Japan’s Ministry of Economy, Trade and Industry said in March 2026 that it aims to build a domestic physical AI sector and capture a 30% share of the global market by 2040. The country already holds a strong position in industrial robotics, with Japanese manufacturers accounting for about 70% of the global market in 2022, according to the ministry.

Based on conversations with investors and industry executives, TechCrunch explored what’s driving that shift, how Japan’s approach differs from the U.S. and China, and where value is likely to emerge as the technology matures.

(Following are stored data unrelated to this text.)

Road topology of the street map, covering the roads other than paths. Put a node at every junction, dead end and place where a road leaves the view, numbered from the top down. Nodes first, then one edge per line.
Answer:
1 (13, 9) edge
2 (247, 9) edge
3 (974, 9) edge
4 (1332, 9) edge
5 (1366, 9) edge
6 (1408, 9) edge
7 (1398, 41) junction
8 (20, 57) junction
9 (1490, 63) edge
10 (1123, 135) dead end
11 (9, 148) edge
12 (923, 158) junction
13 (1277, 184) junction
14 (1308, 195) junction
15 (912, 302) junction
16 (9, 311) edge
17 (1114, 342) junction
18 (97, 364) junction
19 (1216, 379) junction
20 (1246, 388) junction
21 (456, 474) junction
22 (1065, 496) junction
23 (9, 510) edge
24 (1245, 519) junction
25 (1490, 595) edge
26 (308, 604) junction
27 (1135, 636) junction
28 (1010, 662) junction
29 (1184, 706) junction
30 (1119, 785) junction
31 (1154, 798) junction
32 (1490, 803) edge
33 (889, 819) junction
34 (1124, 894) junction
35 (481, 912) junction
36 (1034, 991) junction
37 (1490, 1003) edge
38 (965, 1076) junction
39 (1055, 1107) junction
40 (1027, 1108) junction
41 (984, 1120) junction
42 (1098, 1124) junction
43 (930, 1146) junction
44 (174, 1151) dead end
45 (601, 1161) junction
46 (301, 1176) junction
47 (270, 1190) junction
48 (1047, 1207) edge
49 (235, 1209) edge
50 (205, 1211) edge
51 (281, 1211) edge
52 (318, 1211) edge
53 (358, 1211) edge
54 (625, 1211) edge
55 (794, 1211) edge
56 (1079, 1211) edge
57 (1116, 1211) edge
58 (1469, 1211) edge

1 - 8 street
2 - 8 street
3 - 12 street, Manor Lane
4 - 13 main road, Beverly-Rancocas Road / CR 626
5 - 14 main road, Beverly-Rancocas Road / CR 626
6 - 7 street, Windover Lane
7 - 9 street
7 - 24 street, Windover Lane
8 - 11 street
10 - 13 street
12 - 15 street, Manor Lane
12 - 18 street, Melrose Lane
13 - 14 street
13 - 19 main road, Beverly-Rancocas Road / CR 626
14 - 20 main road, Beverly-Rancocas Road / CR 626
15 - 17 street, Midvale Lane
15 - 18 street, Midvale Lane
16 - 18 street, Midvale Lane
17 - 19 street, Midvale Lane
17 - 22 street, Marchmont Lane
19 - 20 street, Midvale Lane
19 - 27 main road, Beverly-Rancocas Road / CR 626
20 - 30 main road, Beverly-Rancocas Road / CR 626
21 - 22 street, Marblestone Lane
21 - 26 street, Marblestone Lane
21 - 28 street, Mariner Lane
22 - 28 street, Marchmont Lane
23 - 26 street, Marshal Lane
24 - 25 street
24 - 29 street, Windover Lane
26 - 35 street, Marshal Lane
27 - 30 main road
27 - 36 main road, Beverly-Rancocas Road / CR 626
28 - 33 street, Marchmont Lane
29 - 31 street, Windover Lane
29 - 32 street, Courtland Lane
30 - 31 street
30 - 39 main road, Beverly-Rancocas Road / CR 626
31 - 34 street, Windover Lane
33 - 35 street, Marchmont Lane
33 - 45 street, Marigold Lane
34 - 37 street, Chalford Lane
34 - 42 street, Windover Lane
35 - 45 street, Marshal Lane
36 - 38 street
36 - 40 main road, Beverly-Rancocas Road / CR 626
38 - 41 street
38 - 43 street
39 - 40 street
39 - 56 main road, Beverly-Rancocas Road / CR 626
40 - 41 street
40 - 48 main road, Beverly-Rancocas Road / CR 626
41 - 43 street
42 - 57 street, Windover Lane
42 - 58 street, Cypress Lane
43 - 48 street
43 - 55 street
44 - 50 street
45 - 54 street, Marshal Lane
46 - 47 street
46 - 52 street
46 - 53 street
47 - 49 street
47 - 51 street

Driven by labor shortages  

Several factors are driving adoption in Japan, including cultural acceptance of robotics, labor shortages driven by demographic pressures, and deep industrial strength in mechatronics and hardware supply chains, Woven Capital managing director Ro Gupta told TechCrunch.

“Physical AI is being bought as a continuity tool: how do you keep factories, warehouses, infrastructure, and service operations running with fewer people?” Hogil Doh, Global Brain general partner, also said. “From what I’m seeing, labor shortages are the primary driver.”

Japan’s demographic crunch is accelerating. The population declined for a 14th straight year in 2024; those of working age make up just to 59.6% of the total, a share projected to shrink by nearly 15 million over the next 20 years, Doh pointed out. It’s already reshaping how companies operate: a 2024 Reuters/Nikkei survey found labor shortages are the main force pushing Japanese firms to adopt AI.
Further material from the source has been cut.